**INSTRUCTIONS TO FOLLOW**. Copy each line of the data beneath in which the word "Giorgio" appears.

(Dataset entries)
────────────────────────────────────────
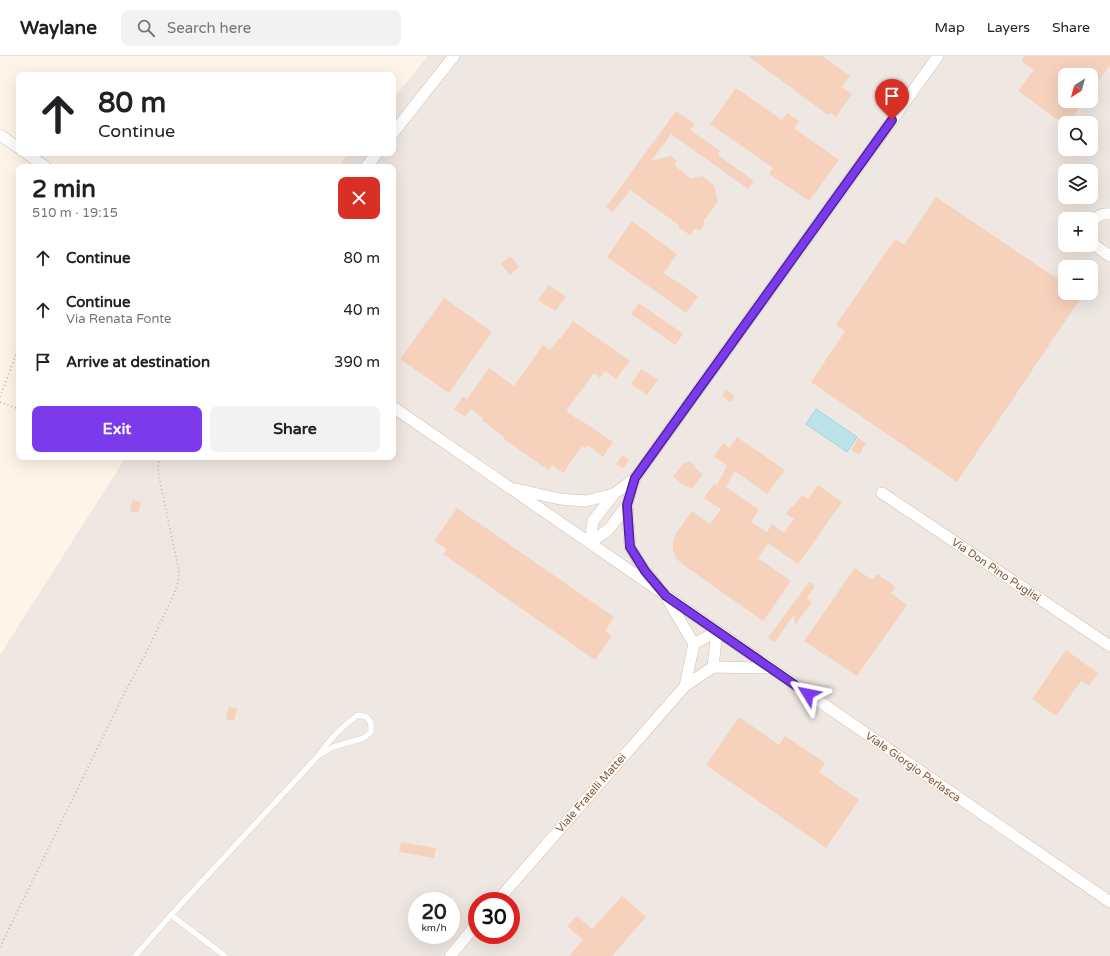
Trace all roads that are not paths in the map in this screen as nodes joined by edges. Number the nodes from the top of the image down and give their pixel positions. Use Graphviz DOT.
graph roads {
  1 [pos="454,56"];
  2 [pos="938,56"];
  3 [pos="396,129"];
  4 [pos="0,135"];
  5 [pos="16,146"];
  6 [pos="30,156"];
  7 [pos="375,156"];
  8 [pos="42,164"];
  9 [pos="368,164"];
  10 [pos="1110,214"];
  11 [pos="1098,216"];
  12 [pos="1098,248"];
  13 [pos="1110,256"];
  14 [pos="396,409"];
  15 [pos="635,478"];
  16 [pos="510,488"];
  17 [pos="614,494"];
  18 [pos="882,494"];
  19 [pos="627,505"];
  20 [pos="590,543"];
  21 [pos="666,596"];
  22 [pos="717,631"];
  23 [pos="694,644"];
  24 [pos="1110,646"];
  25 [pos="713,667"];
  26 [pos="770,668"];
  27 [pos="685,686"];
  28 [pos="318,756"];
  29 [pos="505,892"];
  30 [pos="1110,902"];
  31 [pos="171,914"];
  32 [pos="468,935"];
  33 [pos="135,956"];
  34 [pos="225,956"];
  35 [pos="450,956"];
  1 -- 3 [label="street"];
  2 -- 15 [label="street"];
  4 -- 5 [label="street"];
  6 -- 8 [label="street"];
  7 -- 9 [label="street"];
  10 -- 11 [label="street"];
  12 -- 13 [label="street"];
  14 -- 16 [label="street, Viale Giorgio Perlasca"];
  15 -- 17 [label="street"];
  15 -- 19 [label="street"];
  16 -- 17 [label="street"];
  16 -- 20 [label="street, Viale Giorgio Perlasca"];
  17 -- 20 [label="street"];
  18 -- 24 [label="street, Via Don Pino Puglisi"];
  19 -- 20 [label="street"];
  19 -- 21 [label="street"];
  20 -- 21 [label="street, Viale Giorgio Perlasca"];
  21 -- 22 [label="street, Viale Giorgio Perlasca"];
  21 -- 23 [label="street"];
  22 -- 23 [label="street"];
  22 -- 25 [label="street"];
  22 -- 26 [label="street, Viale Giorgio Perlasca"];
  23 -- 27 [label="street, Viale Fratelli Mattei"];
  25 -- 26 [label="street"];
  25 -- 27 [label="street, Viale Fratelli Mattei"];
  26 -- 30 [label="street, Viale Giorgio Perlasca"];
  27 -- 29 [label="street, Viale Fratelli Mattei"];
  28 -- 28 [label="lane"];
  28 -- 31 [label="lane"];
  31 -- 33 [label="lane"];
  31 -- 34 [label="lane"];
  32 -- 35 [label="street"];
}
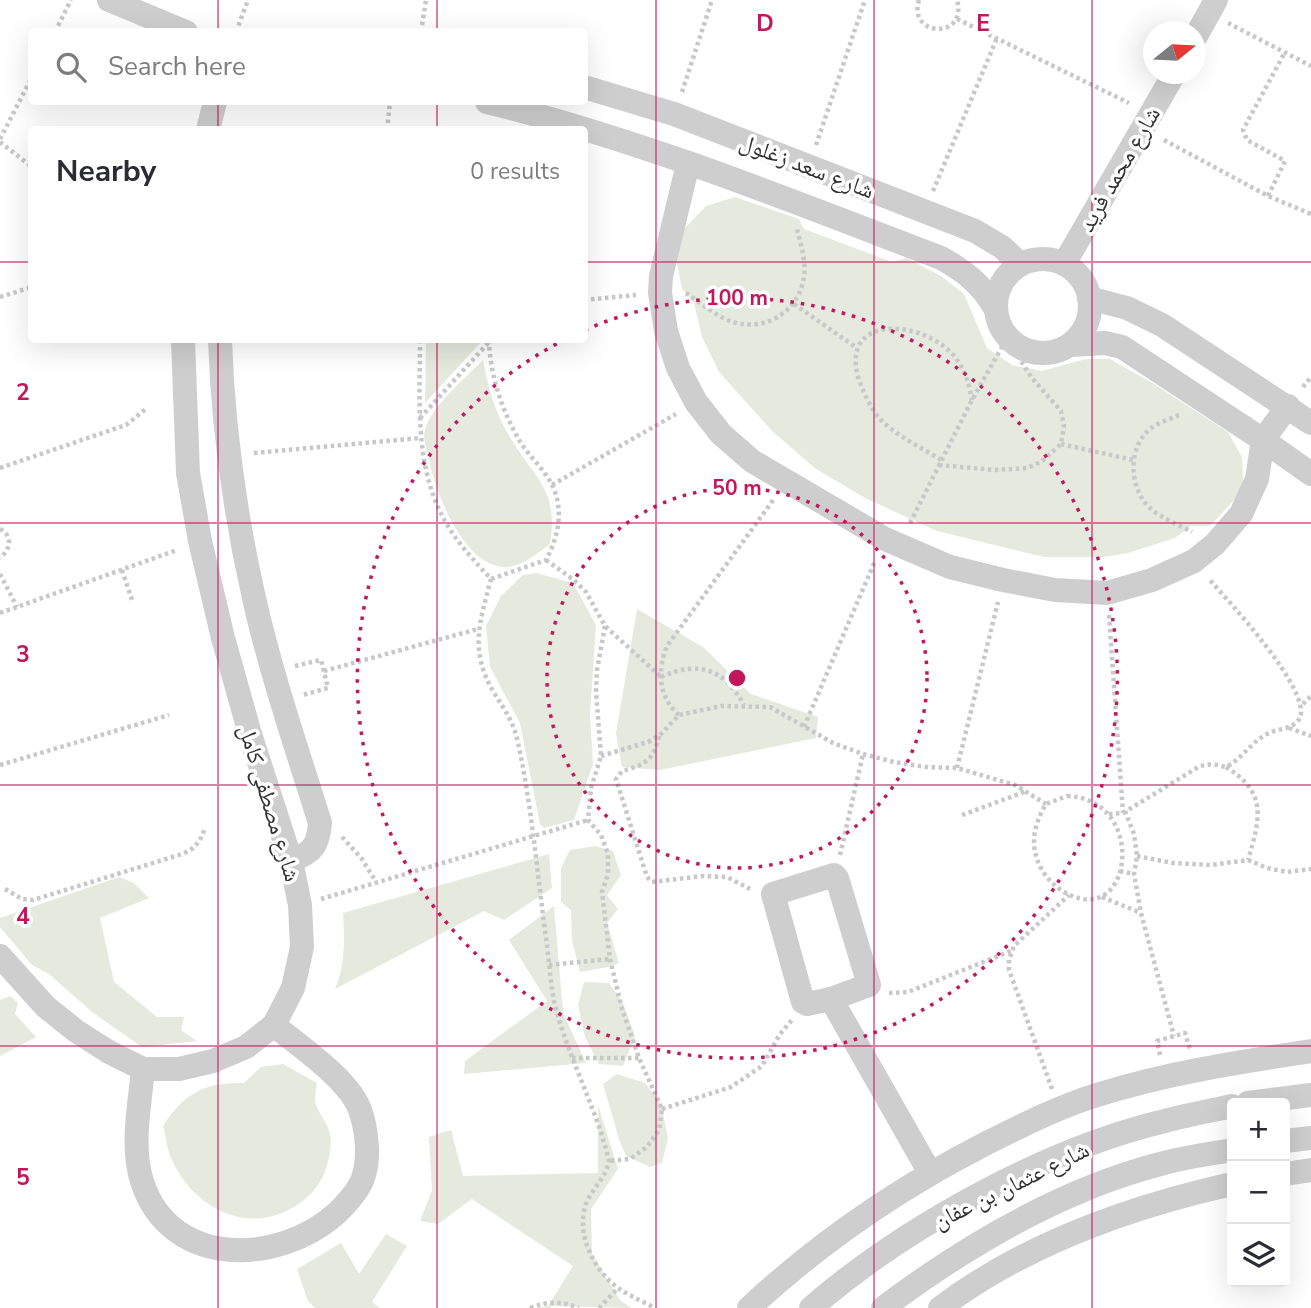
────────────────────────────────────────
**FINISHED EXERCISE**.
  14 -- 16 [label="street, Viale Giorgio Perlasca"];
  16 -- 20 [label="street, Viale Giorgio Perlasca"];
  20 -- 21 [label="street, Viale Giorgio Perlasca"];
  21 -- 22 [label="street, Viale Giorgio Perlasca"];
  22 -- 26 [label="street, Viale Giorgio Perlasca"];
  26 -- 30 [label="street, Viale Giorgio Perlasca"];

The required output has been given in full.